История с Костей ударила в самое больное и пробила плотину: первый раз в жизни она позвонила. Представляй Аня тогда хоть отдаленно, чему положит начало тем первым своим, в сущности, невинным звонком – кажется, в тот же день растоптала б телефон, вырвала с мясом провод, сожгла телефонную книжку. Но не вырвала, но не сожгла, только немела от любопытства, ведь что там позвонила – в Костиных рассказах батюшка представал в свете совершенно новом.

Пусть почти все, что говорил Костя, ложь, но в театре-то отец Антоний все-таки работал! И жил там, конечно, не по заповедям… За плечами его вырисовывалась непростая судьба, возможно, трагический опыт. Он, как и говорил про это Костя, похоже и правда просто бежал из той жизни в монашество, аскезу, и вот тени прошлого точно и сейчас не давали ему покоя. Батюшка, подтянутый и стремительный, строгий и далекий, умел, оказывается, ходить в гости! Батюшка бывал в гостях у своей духовной дочери, Петры. Батюшка любил пиво. И мог выпить целую бутылку, но может быть, даже и больше!

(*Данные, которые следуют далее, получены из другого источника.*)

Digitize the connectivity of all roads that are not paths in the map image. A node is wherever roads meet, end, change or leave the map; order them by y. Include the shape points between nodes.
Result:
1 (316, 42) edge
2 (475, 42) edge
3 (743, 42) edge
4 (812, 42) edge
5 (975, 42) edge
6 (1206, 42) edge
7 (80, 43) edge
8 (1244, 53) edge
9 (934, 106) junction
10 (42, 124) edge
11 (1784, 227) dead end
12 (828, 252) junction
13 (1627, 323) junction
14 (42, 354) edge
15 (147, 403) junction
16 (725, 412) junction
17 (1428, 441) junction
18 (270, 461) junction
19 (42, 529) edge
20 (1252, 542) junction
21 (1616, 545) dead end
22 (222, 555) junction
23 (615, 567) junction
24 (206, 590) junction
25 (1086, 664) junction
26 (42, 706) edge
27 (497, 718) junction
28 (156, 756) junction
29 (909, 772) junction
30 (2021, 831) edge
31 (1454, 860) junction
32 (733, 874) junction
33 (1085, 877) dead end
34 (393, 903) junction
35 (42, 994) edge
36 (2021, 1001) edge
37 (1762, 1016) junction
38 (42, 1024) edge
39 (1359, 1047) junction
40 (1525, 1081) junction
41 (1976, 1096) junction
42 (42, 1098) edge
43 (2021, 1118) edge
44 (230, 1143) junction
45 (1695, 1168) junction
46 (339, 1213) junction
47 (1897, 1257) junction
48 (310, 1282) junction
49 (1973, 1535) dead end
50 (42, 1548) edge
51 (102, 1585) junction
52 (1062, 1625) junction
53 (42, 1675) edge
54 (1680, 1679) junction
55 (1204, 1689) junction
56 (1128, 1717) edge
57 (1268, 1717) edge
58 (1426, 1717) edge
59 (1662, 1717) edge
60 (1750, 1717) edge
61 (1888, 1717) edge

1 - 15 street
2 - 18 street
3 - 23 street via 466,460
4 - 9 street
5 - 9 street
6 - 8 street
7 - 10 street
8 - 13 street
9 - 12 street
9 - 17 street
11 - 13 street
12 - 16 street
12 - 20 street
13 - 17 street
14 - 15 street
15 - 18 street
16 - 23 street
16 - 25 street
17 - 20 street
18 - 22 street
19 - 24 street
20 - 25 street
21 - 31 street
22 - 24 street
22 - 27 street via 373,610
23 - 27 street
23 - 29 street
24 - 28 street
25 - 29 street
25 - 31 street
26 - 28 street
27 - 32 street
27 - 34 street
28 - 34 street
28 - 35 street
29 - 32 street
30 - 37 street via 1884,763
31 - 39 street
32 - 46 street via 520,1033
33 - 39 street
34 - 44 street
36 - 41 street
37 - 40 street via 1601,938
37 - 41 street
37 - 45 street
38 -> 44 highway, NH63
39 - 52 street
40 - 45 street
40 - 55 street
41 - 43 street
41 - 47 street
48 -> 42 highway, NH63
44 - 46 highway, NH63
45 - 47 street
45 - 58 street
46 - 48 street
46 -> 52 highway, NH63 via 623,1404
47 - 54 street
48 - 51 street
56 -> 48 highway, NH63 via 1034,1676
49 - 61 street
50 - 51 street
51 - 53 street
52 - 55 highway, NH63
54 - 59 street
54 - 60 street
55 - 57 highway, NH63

Аня чувствовала, что невидимый внутренний стержень, удерживающий их с батюшкой отношения, ровный, прямой стержень трезвости, здоровья, доверия, гнется, заваливается набок, ломается прямо на глазах. Прежняя благословенная ясность зрения стала исчезать, предметы задвоились и задергались, в человеческих лицах появился новый объем. Никогда они больше к той «пивной» истории с отцом Антонием не возвращались, но Аня видела – что-то в их общении изменилось. Что-то изменилось в ней самой. Батюшка был не старец.

Да ведь и сам он всегда, с первых же их встреч, со всей так свойственной ему, доходящей чуть не до юродства честностью, отбойным молотком рушил ее иллюзии, затаптывал малейшие ростки веры в его духовную одаренность и исключительность, отказывался принимать за нее решения. Уходил в сторону, устранялся, оставлял наедине с Богом и собой.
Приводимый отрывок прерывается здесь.